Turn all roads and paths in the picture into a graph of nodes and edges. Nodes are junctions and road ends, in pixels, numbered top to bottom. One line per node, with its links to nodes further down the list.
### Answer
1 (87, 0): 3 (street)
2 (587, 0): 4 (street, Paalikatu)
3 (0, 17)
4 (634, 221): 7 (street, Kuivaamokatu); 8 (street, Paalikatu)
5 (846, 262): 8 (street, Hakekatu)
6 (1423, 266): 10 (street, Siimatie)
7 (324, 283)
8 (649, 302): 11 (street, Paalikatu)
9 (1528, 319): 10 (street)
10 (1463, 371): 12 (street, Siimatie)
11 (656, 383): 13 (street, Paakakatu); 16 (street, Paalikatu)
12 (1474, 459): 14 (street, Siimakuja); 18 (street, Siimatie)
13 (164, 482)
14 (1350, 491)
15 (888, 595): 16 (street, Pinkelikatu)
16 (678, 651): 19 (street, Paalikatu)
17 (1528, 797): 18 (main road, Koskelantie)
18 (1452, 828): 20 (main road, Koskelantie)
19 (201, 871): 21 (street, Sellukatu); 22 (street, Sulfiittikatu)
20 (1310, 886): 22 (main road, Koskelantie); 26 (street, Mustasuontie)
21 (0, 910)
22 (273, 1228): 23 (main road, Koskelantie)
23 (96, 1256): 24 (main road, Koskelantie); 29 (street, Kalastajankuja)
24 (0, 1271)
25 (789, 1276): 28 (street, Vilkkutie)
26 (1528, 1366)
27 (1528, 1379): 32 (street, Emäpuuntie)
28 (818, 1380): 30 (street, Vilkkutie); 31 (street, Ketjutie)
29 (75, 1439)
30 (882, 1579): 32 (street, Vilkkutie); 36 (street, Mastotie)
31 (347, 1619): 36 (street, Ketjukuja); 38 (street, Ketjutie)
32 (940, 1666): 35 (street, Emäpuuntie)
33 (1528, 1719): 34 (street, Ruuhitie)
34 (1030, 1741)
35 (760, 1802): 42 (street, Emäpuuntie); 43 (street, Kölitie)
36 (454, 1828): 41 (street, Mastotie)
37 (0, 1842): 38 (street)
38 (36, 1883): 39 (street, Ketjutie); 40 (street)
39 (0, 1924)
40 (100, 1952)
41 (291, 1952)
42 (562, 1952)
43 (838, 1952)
---*---
Your goal
Look through the data above for the word "Paalikatu". Report each line where it occurs.

Output below
2 (587, 0): 4 (street, Paalikatu)
4 (634, 221): 7 (street, Kuivaamokatu); 8 (street, Paalikatu)
8 (649, 302): 11 (street, Paalikatu)
11 (656, 383): 13 (street, Paakakatu); 16 (street, Paalikatu)
16 (678, 651): 19 (street, Paalikatu)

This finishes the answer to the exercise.